I'm not ordinarily like this. I usually have a very hard time getting emotionally invested in things I have no control over. This time, though, it just felt like all the assumptions behind my usually-optimistic point of view were literally null and void, and there was just nothing I could do to stop the oncoming disaster of a semester.

After two nights of no sleep and two days of living under this shadow of doubts and misgivings, I had a moment of clarity. Something said: Things look terrible. There are no good solutions. And yet: You're still a teacher. You have three classes starting in a few weeks. What now?

This was a moment of clarity because I was reminded of who I am: A teacher. When everything I do is reduced down to component parts, teacher is one of the irreducible core expressions of my identity. Nothing will ever change that.

It was also clarity because the simple timeline of 70-ish days until Fall semester was like ice water to the face.
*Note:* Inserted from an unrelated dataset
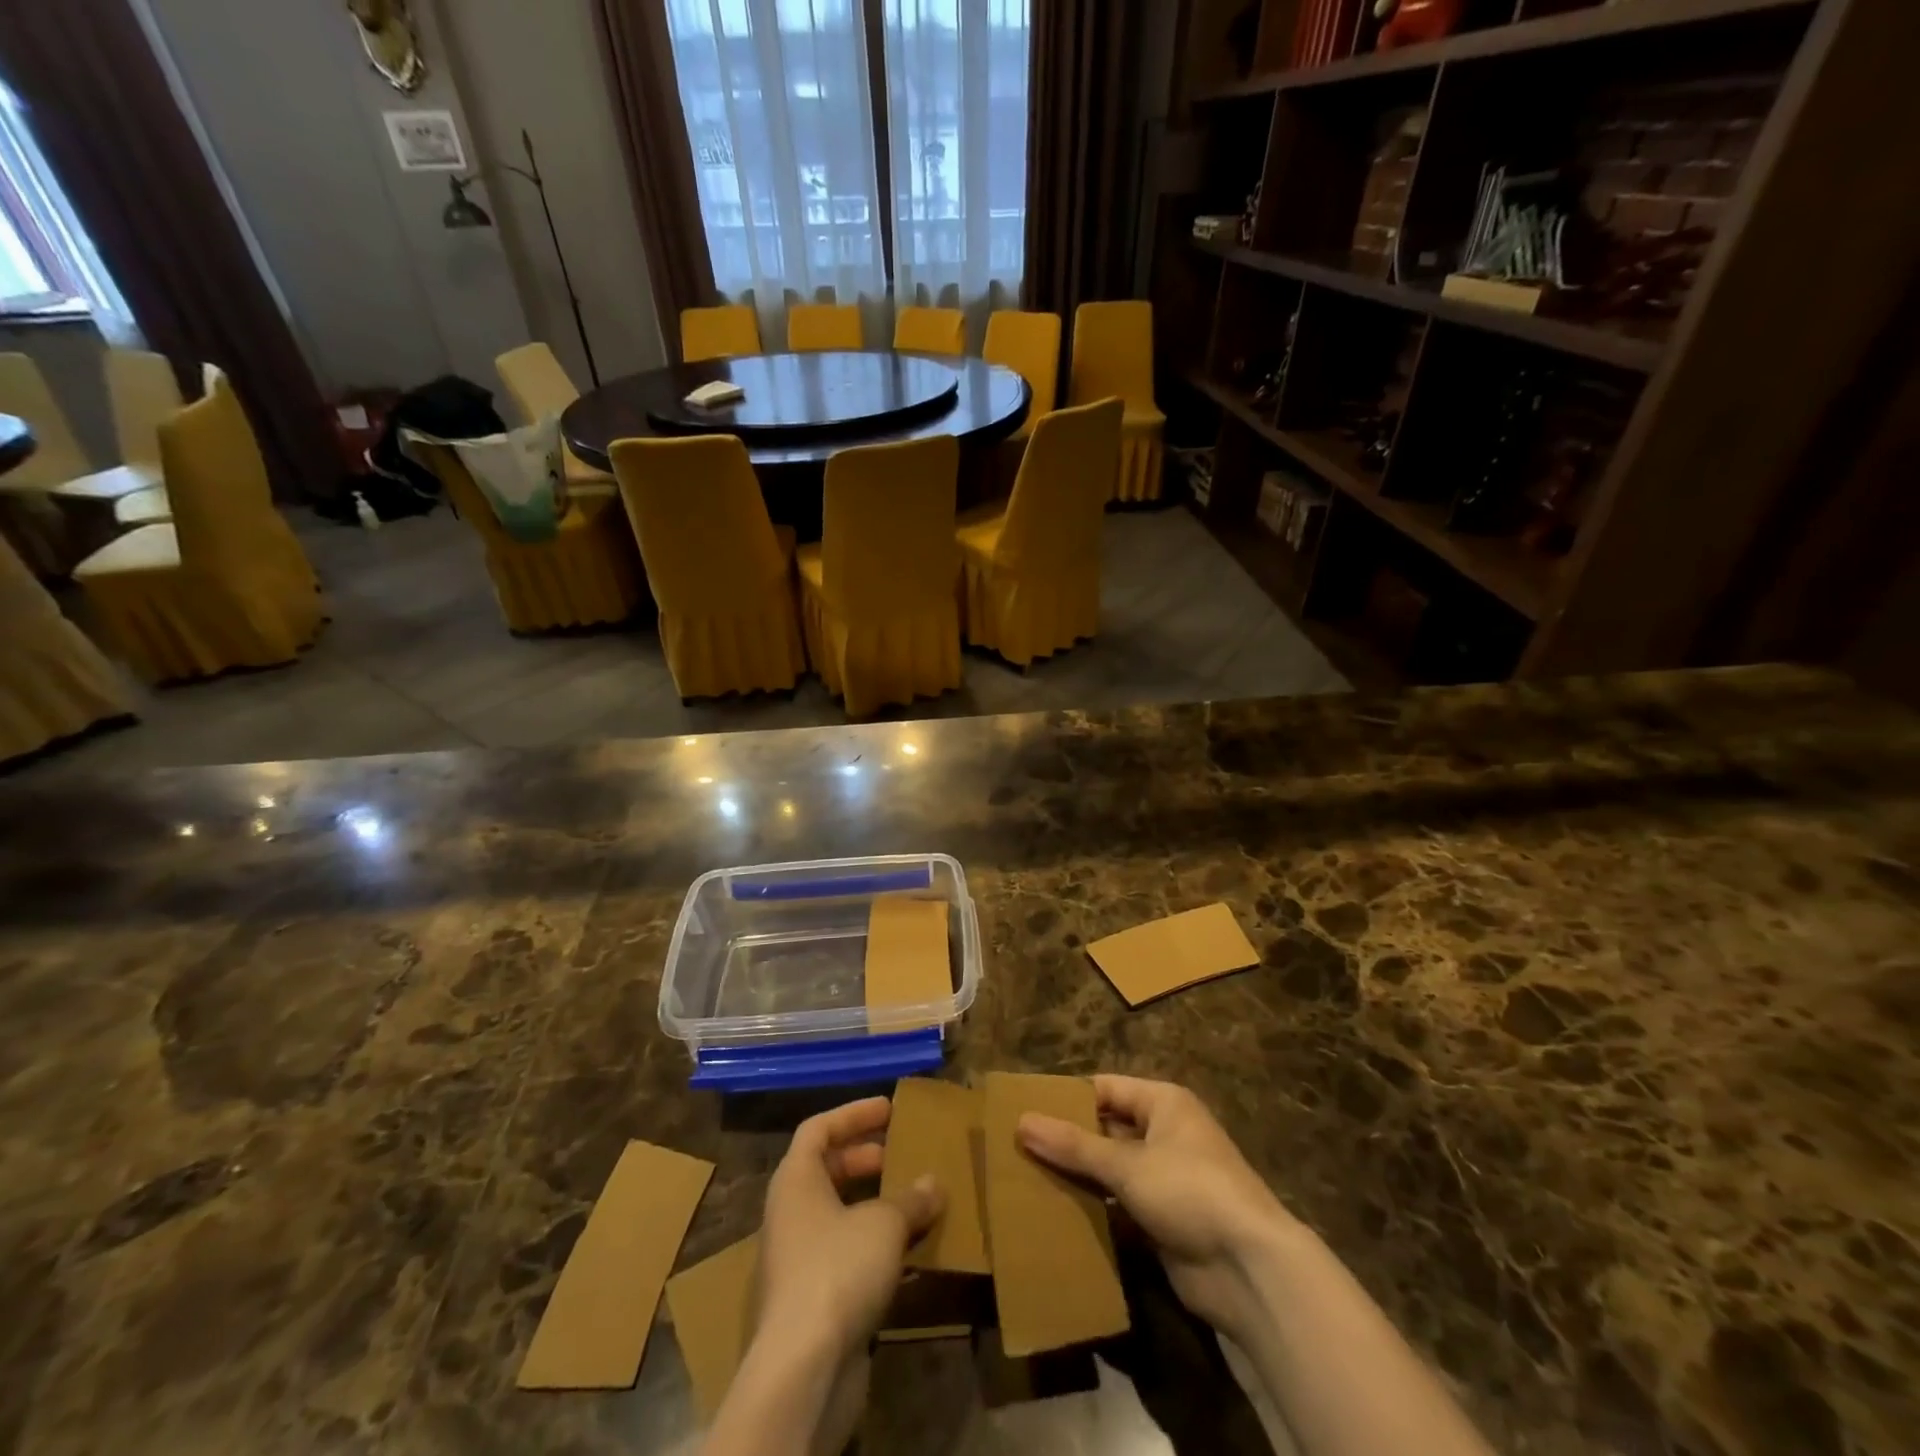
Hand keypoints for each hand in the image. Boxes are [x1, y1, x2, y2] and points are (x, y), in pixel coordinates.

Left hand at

Now that you're reminded of who you are, that is, snap out of whatever it is that's gotten into you! Unless you want to deny who you are, you have work to do and the calendar won't wait.

Finally the simple question What now? provides clarity. In another form, it's the core of the GTD philosophy I write about here a lot: What's the next action? Asking this question in any form tends to cut through the noise and focus the mind.

After this moment, my What if? questions shifted to What's next? and everything became a lot clearer, more focused, more purposeful. I felt like I could breathe again. I stood up in front of the whiteboard in my home office and started dealing with the problems of Fall semester the way that I always process the world around me: By building. By imposing structure and order on it as best as I can. After a couple of hours, I had some first-iteration prototypes for the calculus class. And that night I slept soundly for once.

So, that's why I am going to be writing these articles. I need to keep planning and building in order to keep sane. But I care less about myself than I do about my friends and colleagues in higher ed – about you – who, as I've seen all too well on social media this week, are at the end of your ropes. I want to give us all something about which we can ask questions like How would that work? or What if you did this instead? – just to keep us moving forward and away from the questions like What is the point? and What if the worst happens?

This isn't to say that those other questions aren't important or shouldn't be given space in our lives. And if you are dealing with stress, trauma, exhaustion, or anxiety, please know that those experiences are real and need to be given attention. And yet... we are teachers, and classes will begin before we know it. Despite the real issues we face, the fact is that we will still have to get out of bed in the morning, enter this world of disease and corruption, and engage our students – who live in this world with us – with beautiful and life-changing ideas. This has always been the case long before Covid-19 and it will be the case long after there's a vaccine and this whole episode is behind us.

I happen to think the way forward is to acknowledge all that we are dealing with, and then keep building. So I'm inviting you to build with me.